I think actually even a better example would be with comments. Wherever you have, like WordPress don’t have that issue, but for example, or earlier days, there was a lot of websites with commenting sections. And then if there was an issue where if you basically post any HTML code with some, maybe Java script, something that was maybe popping up like an alert for you and you post that comment there, then what would happen is that the site would then basically render that into as part of the code of the website.
So when it was even saved in that case, then the siet would basically load the code that was posted there as actual comment. So this is like a sanitation thing as well. So you want to make sure that you make a difference between actual code and what the content is that is being submitted to the website or the input in that sense.[00:34:26] Nathan Wrigley: So it represents almost the majority, 49.8 something percent of everything that you find. But I guess that is as you describe, it’s because it’s relatively straightforward to pull off. Possibly at least from my perspective, the vulnerabilities then shrink in terms of percentage and towards the very bottom, I guess the worst really that you could have is remote code execution. And that number is not 0.94% of everything that you were looking at. So I guess there’s some positive message to come out with that. Less than 1% of all the things were truly very serious indeed. [00:35:02] Oliver Sild: Yeah, indeed. As always easiest stuff comes out the first. So these are the ones that are usually reported the most, that are mostly visible and accessible in terms of, for even a simple thing can just submit something into a comment form, and see if it’s going to load something in a weird way. So this kind of vulnerability is going to be found very easily. [00:35:27] Nathan Wrigley: Yeah. Now moving on to plugins. Curious thing that you’ve discovered again from the data that you’ve managed to gather is that there are actually fewer plugins in use, which, you would imagine, would reduce the attack surface. And so you would equally think that the number of things that you were having to clean up regularly or that you were discovering had been broken, would go down. But it seems that there’s a sting in the tail. So there’s fewer plugins, but more of them are being left without being updated. [00:35:56] Oliver Sild: Indeed. Yeah. This was an interesting find. I expect that, I do still expect that the number of plugins, we’re going to see this number dropping more and more, even in the upcoming years, as people are getting more and more aware around the security implications when you’re just, using a lot of plugins on the website.

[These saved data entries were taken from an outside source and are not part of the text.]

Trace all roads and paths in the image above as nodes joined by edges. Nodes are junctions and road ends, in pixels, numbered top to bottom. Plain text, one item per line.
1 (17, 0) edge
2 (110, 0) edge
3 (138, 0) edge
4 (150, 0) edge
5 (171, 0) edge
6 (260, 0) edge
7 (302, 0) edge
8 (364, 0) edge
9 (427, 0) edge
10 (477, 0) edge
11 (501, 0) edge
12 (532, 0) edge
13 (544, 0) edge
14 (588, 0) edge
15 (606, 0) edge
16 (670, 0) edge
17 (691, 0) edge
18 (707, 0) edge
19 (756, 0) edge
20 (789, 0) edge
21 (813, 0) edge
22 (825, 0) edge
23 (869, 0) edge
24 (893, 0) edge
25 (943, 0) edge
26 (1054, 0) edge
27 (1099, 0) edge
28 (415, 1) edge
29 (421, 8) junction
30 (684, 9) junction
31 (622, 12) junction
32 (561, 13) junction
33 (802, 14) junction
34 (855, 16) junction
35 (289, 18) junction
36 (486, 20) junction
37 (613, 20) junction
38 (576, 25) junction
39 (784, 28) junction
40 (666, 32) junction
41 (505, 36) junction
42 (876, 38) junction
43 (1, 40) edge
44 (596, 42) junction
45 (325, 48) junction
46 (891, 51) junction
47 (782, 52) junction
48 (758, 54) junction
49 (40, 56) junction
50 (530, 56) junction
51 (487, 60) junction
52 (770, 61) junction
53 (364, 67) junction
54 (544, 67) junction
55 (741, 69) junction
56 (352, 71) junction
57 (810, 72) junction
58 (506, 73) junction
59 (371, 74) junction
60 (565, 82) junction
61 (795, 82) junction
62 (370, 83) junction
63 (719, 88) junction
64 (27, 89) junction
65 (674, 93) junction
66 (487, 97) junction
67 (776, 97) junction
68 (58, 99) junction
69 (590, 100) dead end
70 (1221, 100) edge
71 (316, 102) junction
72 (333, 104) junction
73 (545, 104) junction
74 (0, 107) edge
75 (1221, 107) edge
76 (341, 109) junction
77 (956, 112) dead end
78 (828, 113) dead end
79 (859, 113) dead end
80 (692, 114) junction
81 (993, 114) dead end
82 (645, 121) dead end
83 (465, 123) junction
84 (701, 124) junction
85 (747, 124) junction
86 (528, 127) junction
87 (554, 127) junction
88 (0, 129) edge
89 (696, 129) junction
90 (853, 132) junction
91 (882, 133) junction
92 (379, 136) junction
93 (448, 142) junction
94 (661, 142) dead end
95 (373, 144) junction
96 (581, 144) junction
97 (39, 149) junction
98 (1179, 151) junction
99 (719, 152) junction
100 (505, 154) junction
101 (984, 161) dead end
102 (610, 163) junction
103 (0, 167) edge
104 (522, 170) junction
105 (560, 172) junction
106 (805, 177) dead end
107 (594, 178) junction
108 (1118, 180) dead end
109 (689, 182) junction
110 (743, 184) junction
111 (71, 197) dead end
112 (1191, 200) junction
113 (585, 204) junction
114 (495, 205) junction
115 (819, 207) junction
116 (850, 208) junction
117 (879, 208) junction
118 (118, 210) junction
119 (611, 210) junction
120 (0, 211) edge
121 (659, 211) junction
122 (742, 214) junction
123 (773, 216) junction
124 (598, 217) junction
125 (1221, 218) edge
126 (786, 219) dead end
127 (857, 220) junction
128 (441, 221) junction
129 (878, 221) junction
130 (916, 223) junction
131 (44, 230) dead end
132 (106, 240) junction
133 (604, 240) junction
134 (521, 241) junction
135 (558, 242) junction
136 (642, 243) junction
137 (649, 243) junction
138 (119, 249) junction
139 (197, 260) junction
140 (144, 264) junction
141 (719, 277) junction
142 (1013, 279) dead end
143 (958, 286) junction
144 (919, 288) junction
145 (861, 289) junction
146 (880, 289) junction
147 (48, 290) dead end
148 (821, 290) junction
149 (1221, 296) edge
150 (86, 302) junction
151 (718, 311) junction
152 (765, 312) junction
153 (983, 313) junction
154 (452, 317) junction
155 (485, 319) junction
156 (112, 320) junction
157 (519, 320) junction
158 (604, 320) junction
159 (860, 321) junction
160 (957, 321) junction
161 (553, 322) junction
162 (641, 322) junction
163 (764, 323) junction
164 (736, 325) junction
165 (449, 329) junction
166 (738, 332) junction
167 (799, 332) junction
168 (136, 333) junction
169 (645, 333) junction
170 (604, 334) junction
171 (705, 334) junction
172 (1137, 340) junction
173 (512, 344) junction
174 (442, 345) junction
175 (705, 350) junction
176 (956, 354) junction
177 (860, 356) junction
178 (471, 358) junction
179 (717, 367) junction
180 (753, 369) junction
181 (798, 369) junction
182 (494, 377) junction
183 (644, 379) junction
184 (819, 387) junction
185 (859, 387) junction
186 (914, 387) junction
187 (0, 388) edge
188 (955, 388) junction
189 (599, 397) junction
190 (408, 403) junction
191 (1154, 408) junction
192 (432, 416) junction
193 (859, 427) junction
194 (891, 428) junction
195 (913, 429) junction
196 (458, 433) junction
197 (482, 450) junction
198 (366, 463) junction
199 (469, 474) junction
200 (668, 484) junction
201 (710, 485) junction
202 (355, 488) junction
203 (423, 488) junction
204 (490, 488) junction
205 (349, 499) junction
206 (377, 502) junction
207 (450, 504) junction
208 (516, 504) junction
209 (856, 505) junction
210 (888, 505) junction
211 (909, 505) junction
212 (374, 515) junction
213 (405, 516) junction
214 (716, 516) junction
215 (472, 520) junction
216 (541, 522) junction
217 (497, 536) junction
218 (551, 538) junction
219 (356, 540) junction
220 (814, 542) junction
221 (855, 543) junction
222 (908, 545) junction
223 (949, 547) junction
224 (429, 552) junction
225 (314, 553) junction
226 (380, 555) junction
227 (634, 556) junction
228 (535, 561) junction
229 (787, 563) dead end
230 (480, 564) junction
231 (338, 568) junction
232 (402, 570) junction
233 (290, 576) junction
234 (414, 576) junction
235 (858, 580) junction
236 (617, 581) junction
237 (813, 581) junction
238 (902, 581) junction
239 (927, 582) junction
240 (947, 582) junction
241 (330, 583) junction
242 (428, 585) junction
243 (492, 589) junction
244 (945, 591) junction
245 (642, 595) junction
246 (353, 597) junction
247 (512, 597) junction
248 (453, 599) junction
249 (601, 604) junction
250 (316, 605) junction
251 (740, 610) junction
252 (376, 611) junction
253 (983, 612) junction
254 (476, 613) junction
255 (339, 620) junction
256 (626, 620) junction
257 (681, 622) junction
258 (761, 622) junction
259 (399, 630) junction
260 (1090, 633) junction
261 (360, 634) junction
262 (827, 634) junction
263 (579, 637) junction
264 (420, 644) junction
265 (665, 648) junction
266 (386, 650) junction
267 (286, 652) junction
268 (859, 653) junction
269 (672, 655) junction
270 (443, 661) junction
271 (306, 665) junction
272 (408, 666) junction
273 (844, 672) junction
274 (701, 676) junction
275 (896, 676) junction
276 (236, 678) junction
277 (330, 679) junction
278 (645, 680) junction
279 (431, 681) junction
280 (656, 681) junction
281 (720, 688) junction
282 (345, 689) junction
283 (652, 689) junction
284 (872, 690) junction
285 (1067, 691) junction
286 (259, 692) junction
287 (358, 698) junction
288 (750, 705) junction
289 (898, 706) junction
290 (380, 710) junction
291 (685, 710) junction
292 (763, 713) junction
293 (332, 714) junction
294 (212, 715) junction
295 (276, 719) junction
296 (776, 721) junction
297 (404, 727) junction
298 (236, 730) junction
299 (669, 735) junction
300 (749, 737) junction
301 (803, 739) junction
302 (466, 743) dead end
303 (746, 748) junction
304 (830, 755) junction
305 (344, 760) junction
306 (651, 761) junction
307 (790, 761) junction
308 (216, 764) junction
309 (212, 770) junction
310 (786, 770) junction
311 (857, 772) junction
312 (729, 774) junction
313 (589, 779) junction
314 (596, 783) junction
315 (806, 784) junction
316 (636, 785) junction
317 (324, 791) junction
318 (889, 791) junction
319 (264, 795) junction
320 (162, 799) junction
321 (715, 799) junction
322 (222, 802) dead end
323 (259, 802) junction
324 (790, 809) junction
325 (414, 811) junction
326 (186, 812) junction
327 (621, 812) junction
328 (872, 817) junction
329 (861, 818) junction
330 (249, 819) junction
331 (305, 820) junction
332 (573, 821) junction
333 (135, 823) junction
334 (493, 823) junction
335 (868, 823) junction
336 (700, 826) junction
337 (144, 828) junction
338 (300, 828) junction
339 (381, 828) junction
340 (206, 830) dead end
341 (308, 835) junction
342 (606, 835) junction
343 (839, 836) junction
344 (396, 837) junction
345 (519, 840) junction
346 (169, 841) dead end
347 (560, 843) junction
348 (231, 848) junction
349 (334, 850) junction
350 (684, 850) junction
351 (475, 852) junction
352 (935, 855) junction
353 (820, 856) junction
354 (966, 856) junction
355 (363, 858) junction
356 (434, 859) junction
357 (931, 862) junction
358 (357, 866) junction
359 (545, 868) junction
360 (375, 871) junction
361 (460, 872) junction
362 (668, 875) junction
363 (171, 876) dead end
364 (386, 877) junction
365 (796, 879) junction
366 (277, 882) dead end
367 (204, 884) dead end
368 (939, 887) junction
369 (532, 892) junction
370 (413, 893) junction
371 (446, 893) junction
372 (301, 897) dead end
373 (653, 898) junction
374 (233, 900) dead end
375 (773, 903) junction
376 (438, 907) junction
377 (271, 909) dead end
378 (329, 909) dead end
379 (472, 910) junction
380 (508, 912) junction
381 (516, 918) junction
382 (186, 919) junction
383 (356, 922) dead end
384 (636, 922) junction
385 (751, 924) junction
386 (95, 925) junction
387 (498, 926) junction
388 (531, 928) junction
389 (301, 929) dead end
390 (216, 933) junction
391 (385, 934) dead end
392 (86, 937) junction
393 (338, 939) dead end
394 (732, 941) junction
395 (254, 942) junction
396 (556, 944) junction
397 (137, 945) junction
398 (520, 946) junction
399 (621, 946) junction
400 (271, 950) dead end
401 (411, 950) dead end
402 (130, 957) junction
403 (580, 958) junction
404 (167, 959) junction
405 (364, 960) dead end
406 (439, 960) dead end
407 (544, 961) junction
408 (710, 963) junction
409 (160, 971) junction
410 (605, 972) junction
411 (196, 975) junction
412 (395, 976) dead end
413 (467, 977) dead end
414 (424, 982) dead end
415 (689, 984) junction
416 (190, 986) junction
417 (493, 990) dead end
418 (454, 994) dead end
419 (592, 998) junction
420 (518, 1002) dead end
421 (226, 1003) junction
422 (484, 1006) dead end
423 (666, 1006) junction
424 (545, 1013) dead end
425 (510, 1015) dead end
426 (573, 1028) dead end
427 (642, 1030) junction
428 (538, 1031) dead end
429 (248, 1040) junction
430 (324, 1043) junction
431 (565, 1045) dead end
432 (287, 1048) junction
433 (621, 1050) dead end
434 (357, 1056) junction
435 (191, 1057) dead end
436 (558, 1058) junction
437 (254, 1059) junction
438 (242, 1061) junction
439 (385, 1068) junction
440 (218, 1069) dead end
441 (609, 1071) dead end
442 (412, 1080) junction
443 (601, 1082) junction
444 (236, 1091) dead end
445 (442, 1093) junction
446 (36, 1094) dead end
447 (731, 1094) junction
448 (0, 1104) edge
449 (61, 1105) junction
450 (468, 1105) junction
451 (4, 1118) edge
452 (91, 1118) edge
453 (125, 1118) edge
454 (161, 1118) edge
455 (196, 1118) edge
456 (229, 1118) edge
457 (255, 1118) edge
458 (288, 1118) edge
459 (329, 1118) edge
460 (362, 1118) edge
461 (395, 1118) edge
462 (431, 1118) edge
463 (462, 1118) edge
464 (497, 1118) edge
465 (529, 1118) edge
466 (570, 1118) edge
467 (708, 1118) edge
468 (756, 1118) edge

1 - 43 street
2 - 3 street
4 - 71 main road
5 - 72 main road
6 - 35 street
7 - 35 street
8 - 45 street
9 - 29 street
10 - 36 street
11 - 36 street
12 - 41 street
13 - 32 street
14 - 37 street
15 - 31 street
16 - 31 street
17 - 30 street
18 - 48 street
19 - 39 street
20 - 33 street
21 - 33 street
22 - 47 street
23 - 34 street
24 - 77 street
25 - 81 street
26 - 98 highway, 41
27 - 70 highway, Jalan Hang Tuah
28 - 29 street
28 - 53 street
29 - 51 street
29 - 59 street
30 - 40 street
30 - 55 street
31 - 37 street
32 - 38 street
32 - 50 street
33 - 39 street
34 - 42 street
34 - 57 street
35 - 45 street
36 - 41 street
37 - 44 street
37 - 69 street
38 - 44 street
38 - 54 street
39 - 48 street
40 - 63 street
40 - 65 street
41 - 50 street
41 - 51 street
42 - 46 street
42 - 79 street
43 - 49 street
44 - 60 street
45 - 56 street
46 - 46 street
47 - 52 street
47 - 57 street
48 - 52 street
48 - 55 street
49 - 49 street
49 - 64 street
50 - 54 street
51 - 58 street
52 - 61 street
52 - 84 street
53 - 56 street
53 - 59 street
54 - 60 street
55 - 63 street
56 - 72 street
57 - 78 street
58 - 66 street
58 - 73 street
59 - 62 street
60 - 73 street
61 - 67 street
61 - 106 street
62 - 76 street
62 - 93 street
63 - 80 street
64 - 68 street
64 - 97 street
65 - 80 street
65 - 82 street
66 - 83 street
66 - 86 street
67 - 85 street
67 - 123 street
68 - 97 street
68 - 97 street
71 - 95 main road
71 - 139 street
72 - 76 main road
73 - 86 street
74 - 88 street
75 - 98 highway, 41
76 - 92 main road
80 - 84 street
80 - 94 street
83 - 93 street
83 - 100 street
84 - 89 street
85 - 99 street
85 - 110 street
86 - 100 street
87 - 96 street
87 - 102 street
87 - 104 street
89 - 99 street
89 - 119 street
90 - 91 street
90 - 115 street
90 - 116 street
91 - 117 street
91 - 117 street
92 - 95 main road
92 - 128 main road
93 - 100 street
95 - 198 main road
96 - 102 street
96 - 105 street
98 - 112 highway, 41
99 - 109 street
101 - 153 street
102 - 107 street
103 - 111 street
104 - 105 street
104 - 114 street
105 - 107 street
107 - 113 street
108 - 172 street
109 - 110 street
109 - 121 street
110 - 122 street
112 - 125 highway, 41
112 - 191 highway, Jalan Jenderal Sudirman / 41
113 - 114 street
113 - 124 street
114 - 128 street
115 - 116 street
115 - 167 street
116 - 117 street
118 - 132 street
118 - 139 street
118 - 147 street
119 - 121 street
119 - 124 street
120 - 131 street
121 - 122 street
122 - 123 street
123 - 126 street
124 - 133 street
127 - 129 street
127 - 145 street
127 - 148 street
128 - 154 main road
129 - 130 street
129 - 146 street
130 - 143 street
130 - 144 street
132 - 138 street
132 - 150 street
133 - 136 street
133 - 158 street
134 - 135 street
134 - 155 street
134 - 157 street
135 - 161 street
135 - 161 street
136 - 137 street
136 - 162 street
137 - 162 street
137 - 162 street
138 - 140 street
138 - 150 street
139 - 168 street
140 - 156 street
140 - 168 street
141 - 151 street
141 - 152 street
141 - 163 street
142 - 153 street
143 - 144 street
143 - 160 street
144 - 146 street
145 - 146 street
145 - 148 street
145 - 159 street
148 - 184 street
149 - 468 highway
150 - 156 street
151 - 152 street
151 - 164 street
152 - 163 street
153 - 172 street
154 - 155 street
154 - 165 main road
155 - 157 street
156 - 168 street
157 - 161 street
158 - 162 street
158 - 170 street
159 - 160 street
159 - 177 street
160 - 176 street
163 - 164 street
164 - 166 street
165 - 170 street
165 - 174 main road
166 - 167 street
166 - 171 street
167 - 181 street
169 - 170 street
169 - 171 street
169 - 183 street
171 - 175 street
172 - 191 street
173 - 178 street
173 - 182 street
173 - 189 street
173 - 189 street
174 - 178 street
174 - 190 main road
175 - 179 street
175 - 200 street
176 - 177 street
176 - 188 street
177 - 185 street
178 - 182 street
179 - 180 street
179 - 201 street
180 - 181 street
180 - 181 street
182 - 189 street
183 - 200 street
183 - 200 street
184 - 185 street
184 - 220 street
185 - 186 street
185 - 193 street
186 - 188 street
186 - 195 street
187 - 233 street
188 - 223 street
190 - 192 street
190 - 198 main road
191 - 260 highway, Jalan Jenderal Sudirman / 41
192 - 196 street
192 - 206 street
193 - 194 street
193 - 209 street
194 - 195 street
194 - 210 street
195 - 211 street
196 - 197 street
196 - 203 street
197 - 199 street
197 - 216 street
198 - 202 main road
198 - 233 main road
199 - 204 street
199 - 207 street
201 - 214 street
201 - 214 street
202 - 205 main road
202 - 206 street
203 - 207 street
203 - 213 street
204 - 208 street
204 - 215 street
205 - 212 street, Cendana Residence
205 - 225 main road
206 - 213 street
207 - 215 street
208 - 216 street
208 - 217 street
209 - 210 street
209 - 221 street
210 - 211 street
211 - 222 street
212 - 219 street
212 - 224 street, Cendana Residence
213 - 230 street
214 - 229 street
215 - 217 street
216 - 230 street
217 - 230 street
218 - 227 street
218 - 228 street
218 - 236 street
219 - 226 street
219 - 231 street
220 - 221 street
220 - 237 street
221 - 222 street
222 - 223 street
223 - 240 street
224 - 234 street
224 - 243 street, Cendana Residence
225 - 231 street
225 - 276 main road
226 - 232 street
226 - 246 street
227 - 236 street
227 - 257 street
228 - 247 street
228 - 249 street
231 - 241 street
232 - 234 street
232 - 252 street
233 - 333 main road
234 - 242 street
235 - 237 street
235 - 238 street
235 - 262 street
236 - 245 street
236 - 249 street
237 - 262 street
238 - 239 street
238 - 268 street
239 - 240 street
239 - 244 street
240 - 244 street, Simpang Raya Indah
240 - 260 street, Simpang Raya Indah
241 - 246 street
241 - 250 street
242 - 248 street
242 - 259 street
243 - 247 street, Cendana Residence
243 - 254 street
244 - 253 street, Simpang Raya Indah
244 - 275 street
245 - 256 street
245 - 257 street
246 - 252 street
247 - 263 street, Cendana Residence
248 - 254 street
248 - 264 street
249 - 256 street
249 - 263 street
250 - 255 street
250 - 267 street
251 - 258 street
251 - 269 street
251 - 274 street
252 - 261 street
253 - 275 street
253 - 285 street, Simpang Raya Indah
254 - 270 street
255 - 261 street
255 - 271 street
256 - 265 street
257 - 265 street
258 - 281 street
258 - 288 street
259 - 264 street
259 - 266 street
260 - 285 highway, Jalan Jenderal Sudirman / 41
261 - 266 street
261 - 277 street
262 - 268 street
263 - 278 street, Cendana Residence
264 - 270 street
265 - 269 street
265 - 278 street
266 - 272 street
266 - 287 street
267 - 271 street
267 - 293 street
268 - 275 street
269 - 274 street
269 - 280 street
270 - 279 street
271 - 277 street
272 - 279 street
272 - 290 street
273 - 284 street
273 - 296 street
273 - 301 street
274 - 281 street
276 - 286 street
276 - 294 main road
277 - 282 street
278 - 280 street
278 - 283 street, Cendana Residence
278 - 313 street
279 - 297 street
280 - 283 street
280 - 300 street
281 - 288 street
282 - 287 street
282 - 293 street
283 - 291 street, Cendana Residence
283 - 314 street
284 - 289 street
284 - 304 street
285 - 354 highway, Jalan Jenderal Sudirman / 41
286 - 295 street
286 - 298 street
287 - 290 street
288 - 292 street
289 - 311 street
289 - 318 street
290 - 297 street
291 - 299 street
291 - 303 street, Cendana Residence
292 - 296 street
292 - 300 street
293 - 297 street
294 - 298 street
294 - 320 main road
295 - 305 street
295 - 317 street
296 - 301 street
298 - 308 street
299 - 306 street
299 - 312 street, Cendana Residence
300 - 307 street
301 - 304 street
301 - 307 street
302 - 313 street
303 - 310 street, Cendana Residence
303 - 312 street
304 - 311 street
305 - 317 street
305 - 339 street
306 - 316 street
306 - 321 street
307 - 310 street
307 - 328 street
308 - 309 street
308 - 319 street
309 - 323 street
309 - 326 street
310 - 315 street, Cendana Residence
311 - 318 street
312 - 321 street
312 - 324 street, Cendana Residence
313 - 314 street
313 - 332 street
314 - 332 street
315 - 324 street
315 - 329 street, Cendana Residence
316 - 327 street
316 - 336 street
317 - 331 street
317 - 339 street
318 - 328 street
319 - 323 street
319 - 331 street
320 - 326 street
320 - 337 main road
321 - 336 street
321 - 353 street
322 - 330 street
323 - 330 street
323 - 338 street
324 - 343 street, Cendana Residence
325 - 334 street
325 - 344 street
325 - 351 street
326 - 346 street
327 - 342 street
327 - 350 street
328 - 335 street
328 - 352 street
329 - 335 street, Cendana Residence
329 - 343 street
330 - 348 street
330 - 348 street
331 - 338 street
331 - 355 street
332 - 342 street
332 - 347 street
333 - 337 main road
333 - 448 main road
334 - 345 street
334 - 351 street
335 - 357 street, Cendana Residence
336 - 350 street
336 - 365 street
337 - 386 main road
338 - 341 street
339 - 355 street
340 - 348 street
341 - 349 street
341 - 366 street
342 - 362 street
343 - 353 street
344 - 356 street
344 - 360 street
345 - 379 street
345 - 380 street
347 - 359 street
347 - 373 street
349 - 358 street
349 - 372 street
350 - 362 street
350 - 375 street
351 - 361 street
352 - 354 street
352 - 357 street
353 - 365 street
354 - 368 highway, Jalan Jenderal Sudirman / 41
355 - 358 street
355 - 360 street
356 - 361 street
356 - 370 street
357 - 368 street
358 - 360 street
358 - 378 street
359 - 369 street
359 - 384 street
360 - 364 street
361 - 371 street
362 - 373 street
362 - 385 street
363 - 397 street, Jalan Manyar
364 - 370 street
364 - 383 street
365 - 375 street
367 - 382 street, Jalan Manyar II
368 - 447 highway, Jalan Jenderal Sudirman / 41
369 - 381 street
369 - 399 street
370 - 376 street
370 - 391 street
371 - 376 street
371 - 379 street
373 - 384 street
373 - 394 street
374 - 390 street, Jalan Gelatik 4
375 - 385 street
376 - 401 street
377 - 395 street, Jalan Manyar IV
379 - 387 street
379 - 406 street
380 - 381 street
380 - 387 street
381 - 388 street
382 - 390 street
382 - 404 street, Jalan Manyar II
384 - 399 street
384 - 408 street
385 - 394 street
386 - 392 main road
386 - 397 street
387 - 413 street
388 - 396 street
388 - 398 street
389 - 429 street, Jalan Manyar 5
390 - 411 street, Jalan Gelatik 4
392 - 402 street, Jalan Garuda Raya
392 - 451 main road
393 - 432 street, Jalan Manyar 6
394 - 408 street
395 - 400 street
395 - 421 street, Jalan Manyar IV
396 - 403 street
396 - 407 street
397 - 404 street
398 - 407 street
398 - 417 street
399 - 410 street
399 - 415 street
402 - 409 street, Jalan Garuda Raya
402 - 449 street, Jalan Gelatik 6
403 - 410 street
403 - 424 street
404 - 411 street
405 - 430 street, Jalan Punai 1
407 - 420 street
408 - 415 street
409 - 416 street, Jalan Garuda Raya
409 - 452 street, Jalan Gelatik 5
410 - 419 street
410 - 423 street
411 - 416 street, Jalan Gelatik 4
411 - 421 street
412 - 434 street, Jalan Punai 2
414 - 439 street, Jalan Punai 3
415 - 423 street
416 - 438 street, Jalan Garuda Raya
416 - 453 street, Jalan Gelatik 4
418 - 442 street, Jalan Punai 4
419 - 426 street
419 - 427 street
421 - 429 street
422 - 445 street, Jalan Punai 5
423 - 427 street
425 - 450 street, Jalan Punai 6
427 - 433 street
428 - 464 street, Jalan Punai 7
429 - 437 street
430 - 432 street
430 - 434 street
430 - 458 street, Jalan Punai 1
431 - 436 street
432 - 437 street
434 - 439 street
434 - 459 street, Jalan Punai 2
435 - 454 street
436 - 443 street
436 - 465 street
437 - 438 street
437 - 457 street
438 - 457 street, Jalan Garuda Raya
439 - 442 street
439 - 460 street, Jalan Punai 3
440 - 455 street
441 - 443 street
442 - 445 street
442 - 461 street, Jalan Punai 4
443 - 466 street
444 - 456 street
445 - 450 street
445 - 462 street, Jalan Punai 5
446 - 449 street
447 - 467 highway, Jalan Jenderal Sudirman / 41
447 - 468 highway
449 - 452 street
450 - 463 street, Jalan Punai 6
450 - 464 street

But I think it’s also about the kind of hygiene thing where users are also not so prone anymore to leave like deactivated plugins standing there on the website. So they’re starting to delete those things. And I think people are seeing more and more that plugins, like each of the plugin that you install to your website can be like a link, can be like an entry point for a hacker if there is a vulnerability found in that specific plugin.
So basically the less buttons you have, you reduce the risk significantly. So it was interesting yes, to see that even though the number of plugins installed per website is actually dropping. But at the same time, the amount of plugins out of those that were outdated was actually higher. I’m not a hundred percent sure that what is like the actual cause of that, or if it’s just like something that we see this year, but I think next year we’re going to have more data to see more into why that could be.[00:37:21] Nathan Wrigley: Yeah, it’s curious on the 50,000 websites that you were analyzing in order to generate this report down from 23 plugins and themes, now residing at about 18. 18 different plugins and themes installed. Yeah, that’s interesting. We’ll revisit that next year and see where we’re at. I guess this is a fairly obvious thing to say, but it was worth pointing out, the seventh point on your list of things was that the easy to exploit vulnerabilities remain the main targets, like I said, that’s fairly straightforward. [00:37:52] Oliver Sild: Anything that is unauthenticated and basically that can be automated. [00:37:57] Nathan Wrigley: So it’s old tried and tested things that the hackers know can be achieved. They’re going to go after the low hanging fruit. And sadly, the eight point that you make is that old vulnerabilities remain as great big targets. So things which could have been fixed from last year, still are hanging out there and being exploited. [00:38:19] Oliver Sild: Yeah, indeed. I think a big reason for that, there are all these automated hacking tools. I mean that people don’t load from Github or from hacking forums and places like that, where guys who, you know, sometimes kids who get into, like looking into hacking, trying to maybe yeah getting into that field. They are basically downloading software that is prebuilt by someone and there’s someone made it at the point where there was specific vulnerabilities just introduced. So they have hard-coded the exploitations into those tools and these tools are still available, and people who are getting into the kind of dark side, I’d say, are then starting to play with those tools.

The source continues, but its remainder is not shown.